- Opening Delimiter -

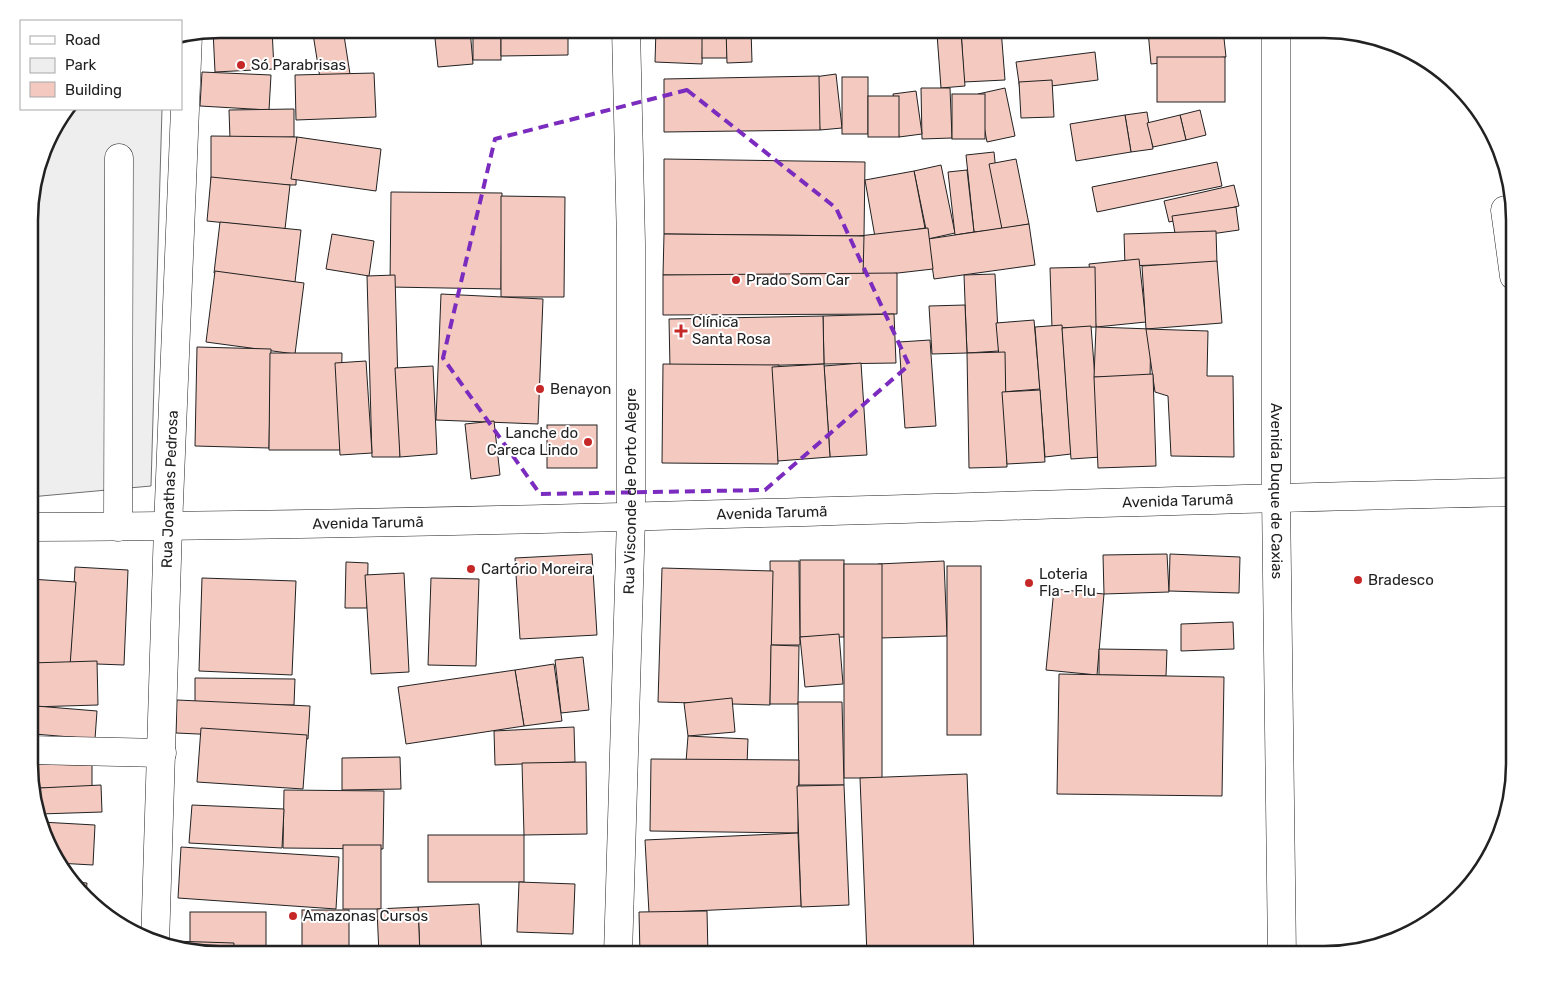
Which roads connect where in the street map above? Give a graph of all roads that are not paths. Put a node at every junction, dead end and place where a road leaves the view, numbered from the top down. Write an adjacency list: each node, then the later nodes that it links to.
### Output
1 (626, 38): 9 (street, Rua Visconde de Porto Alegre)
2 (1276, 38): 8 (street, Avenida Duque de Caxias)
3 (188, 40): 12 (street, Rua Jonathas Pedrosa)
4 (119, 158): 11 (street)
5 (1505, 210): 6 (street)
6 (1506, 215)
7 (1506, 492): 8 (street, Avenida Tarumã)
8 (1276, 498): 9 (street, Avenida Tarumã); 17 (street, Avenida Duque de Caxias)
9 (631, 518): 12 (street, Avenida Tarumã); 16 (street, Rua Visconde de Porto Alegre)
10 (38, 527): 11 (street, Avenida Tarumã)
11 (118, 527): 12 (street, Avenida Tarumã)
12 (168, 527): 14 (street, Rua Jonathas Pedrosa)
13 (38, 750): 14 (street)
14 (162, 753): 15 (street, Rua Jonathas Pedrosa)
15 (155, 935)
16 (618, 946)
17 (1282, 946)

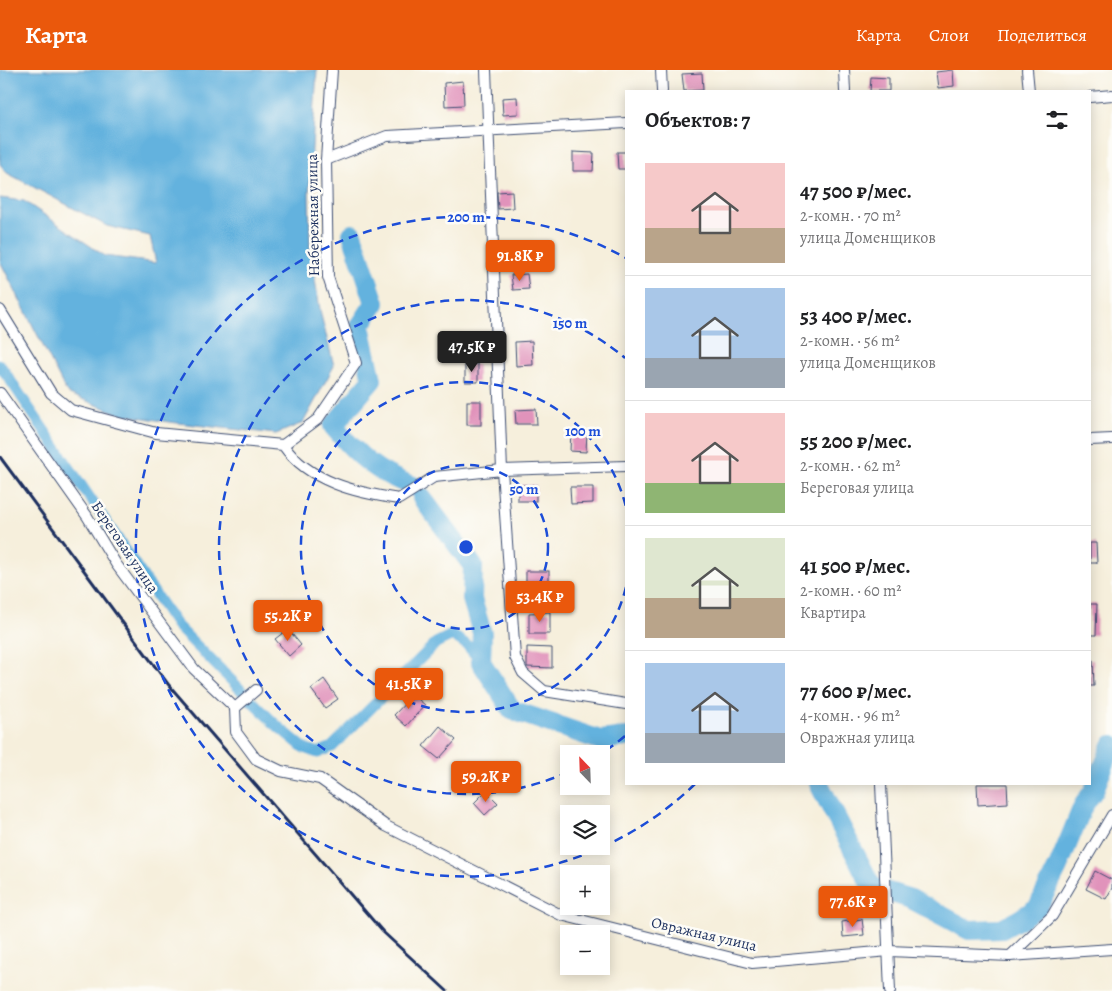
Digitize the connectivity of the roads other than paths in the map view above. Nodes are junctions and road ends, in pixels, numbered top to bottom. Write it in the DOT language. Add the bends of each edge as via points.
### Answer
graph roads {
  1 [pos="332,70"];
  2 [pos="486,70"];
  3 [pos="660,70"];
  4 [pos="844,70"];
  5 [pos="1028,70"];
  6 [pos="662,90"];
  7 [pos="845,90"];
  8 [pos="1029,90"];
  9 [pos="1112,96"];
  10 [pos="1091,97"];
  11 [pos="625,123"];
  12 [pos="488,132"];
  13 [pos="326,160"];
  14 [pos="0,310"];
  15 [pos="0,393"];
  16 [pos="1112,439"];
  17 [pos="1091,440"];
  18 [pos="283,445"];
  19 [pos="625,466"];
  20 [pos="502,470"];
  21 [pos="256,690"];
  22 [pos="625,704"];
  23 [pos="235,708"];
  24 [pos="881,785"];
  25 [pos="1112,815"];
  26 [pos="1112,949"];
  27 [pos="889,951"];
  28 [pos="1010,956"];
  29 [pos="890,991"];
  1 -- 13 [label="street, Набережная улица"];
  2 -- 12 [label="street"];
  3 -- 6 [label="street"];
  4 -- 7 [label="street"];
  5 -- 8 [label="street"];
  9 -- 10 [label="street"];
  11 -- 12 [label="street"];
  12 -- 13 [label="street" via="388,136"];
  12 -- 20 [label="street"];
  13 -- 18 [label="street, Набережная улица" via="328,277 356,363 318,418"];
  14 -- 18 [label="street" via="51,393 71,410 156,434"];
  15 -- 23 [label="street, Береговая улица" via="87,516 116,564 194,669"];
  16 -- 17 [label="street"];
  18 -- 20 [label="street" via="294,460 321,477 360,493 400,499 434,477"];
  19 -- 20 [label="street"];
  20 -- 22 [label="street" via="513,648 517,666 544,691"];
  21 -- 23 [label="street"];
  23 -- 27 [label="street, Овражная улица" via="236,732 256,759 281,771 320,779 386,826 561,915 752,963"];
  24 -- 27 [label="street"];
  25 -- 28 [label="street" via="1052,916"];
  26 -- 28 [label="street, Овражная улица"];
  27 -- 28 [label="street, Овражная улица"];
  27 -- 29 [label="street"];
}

- Closing Delimiter -

> WHAT IS EXPECTED
Pull out every line of the records above that contains the word "each".

> SOLUTION FOR THIS PROBLEM
Which roads connect where in the street map above? Give a graph of all roads that are not paths. Put a node at every junction, dead end and place where a road leaves the view, numbered from the top down. Write an adjacency list: each node, then the later nodes that it links to.
Digitize the connectivity of the roads other than paths in the map view above. Nodes are junctions and road ends, in pixels, numbered top to bottom. Write it in the DOT language. Add the bends of each edge as via points.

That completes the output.